* **Work item**
Copy all lines of the listing that include the string "ends".

____

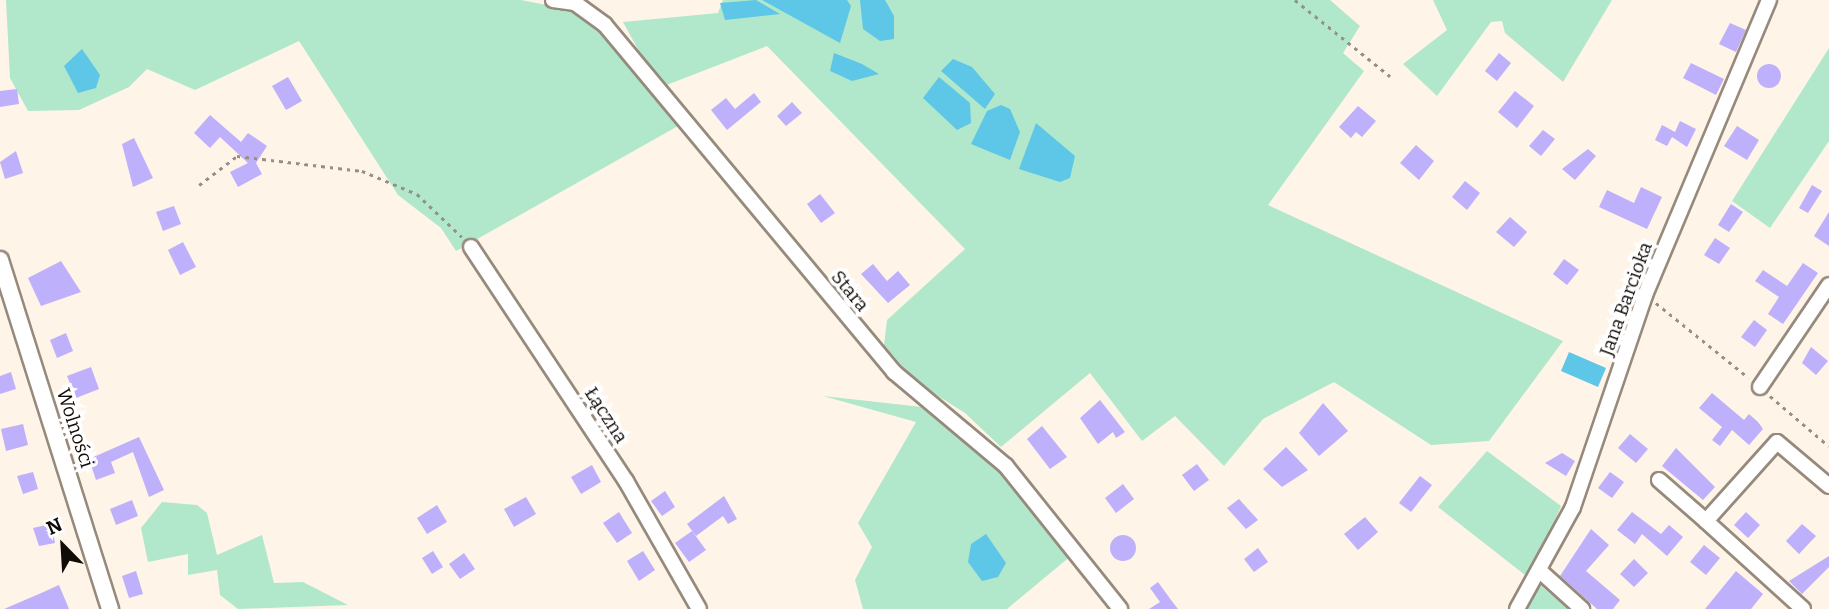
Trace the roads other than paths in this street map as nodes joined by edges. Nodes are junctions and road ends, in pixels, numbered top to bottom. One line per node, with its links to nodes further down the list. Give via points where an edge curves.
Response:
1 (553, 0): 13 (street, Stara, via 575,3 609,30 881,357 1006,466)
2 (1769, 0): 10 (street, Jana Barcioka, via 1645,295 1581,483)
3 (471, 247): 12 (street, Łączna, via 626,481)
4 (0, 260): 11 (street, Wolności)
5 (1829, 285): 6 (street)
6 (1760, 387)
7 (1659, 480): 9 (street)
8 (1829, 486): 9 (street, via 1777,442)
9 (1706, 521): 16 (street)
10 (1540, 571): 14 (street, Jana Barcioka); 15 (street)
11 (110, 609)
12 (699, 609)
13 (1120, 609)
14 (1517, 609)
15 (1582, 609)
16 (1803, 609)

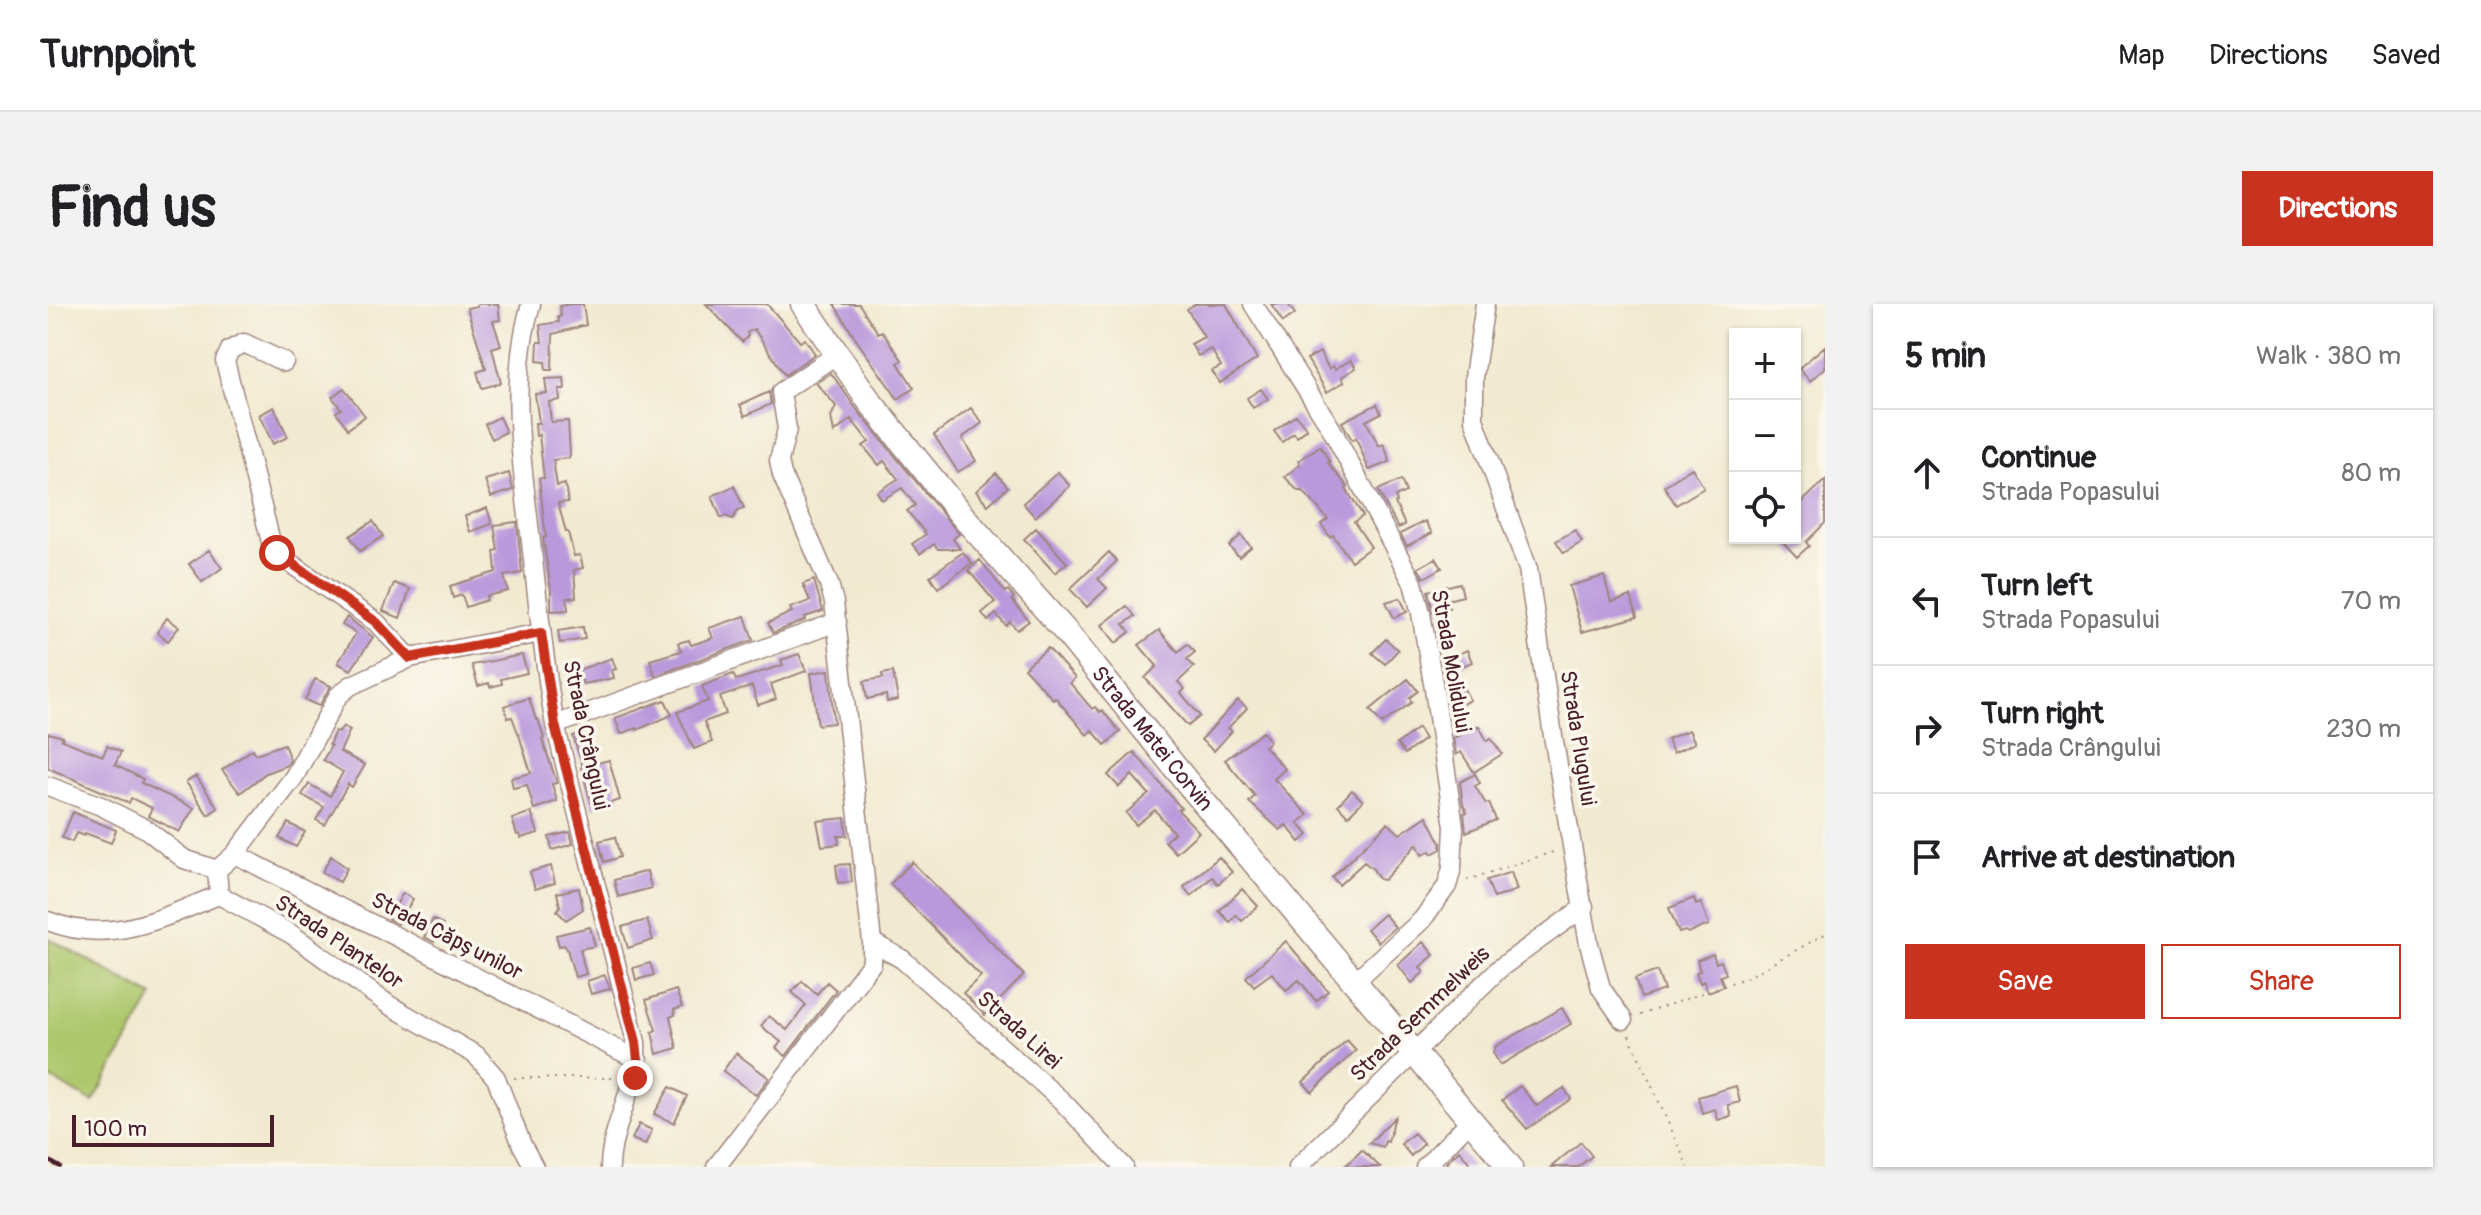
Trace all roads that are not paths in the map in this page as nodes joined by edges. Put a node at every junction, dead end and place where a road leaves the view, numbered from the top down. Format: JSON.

____

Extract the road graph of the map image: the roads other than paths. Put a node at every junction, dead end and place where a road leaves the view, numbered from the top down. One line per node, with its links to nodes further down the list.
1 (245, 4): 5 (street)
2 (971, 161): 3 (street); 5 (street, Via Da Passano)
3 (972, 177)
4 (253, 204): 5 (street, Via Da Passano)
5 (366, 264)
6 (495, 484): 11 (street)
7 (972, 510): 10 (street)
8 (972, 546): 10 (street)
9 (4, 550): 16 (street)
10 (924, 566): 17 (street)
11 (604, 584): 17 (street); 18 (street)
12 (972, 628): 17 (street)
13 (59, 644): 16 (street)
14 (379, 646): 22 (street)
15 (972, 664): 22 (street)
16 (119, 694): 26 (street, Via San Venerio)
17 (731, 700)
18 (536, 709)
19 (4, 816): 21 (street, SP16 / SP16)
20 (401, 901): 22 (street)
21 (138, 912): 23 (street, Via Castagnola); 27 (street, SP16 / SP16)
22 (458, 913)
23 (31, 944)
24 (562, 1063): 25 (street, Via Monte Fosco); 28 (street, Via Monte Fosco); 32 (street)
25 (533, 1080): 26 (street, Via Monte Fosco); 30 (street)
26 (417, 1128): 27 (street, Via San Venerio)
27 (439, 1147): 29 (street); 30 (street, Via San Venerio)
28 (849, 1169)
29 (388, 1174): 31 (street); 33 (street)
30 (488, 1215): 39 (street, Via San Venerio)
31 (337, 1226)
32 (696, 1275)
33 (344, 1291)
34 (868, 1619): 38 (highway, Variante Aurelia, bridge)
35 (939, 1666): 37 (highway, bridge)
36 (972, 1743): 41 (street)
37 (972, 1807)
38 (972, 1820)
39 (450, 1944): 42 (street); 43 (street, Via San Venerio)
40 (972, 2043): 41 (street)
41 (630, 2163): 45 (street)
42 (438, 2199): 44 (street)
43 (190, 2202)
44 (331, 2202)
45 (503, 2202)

____

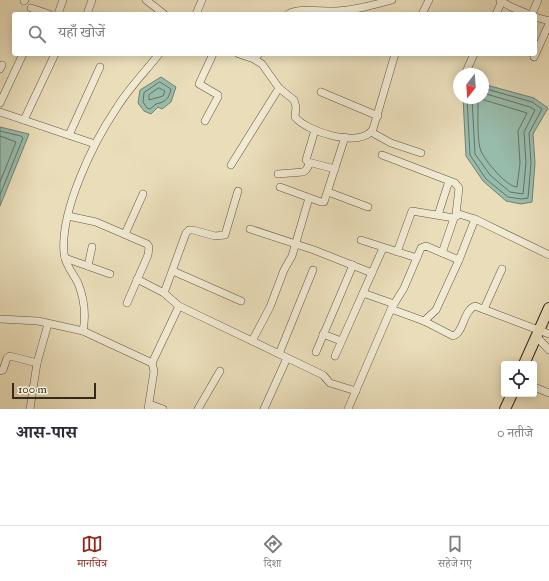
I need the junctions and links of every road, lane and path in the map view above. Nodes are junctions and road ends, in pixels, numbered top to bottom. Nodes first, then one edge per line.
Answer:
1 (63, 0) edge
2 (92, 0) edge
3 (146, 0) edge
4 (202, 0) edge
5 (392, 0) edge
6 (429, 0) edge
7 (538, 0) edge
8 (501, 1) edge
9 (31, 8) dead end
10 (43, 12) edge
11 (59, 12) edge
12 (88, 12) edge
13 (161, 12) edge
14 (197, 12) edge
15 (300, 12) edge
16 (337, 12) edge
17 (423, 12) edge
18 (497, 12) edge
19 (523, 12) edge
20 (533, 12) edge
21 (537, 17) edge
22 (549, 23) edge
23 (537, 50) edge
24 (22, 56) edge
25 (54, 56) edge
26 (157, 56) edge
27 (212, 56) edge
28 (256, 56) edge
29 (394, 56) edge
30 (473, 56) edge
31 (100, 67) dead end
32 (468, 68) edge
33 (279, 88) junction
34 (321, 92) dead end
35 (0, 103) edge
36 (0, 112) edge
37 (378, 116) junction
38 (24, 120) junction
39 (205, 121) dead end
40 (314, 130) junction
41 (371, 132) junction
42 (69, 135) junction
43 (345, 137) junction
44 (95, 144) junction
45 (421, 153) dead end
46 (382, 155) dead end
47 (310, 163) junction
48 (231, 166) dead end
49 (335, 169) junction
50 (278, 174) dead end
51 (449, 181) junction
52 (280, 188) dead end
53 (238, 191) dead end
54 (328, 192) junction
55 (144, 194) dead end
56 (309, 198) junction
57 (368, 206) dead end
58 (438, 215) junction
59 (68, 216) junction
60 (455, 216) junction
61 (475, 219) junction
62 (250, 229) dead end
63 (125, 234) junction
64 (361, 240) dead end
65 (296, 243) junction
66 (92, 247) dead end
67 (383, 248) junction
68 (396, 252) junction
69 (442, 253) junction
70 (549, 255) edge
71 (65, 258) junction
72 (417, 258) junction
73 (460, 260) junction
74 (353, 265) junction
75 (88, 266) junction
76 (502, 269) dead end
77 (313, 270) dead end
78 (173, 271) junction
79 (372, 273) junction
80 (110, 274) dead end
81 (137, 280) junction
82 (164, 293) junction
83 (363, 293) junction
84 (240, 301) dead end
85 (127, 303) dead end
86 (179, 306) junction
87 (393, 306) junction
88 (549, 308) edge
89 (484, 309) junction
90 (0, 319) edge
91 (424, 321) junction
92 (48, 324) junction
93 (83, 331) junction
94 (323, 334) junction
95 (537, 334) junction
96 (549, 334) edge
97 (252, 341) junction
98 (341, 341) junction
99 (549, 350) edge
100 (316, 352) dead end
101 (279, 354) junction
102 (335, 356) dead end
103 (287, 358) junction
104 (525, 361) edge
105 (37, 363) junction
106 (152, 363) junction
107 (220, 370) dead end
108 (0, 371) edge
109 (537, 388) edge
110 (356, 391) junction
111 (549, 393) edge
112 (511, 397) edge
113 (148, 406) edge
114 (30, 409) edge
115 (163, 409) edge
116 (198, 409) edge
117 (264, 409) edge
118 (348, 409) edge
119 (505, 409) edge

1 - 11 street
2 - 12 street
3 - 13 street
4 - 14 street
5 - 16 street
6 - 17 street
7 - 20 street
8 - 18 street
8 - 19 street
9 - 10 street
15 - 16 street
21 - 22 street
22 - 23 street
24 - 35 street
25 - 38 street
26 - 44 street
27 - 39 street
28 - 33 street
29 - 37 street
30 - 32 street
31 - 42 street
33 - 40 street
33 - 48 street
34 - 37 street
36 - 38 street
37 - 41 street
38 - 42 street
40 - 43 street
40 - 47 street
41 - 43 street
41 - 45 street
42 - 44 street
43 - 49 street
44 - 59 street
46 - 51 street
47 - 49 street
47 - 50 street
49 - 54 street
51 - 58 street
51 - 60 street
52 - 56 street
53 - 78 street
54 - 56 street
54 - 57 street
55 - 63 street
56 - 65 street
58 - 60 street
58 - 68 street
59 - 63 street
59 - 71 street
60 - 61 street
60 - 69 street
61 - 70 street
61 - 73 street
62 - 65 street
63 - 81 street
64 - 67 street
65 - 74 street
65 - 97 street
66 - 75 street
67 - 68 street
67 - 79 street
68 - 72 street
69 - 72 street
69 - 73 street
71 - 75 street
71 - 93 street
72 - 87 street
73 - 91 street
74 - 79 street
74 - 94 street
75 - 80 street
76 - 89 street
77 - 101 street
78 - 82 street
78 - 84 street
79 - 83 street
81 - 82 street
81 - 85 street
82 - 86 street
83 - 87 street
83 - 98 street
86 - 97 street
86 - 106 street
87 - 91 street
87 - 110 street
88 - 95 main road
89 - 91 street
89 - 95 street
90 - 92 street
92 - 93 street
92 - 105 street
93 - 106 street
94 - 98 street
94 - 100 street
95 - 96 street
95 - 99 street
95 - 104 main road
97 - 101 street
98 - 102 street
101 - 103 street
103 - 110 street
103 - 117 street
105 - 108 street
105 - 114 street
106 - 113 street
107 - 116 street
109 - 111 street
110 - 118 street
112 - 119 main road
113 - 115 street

____

* **Written solution**
Trace the roads other than paths in this street map as nodes joined by edges. Nodes are junctions and road ends, in pixels, numbered top to bottom. One line per node, with its links to nodes further down the list. Give via points where an edge curves.
I need the junctions and links of every road, lane and path in the map view above. Nodes are junctions and road ends, in pixels, numbered top to bottom. Nodes first, then one edge per line.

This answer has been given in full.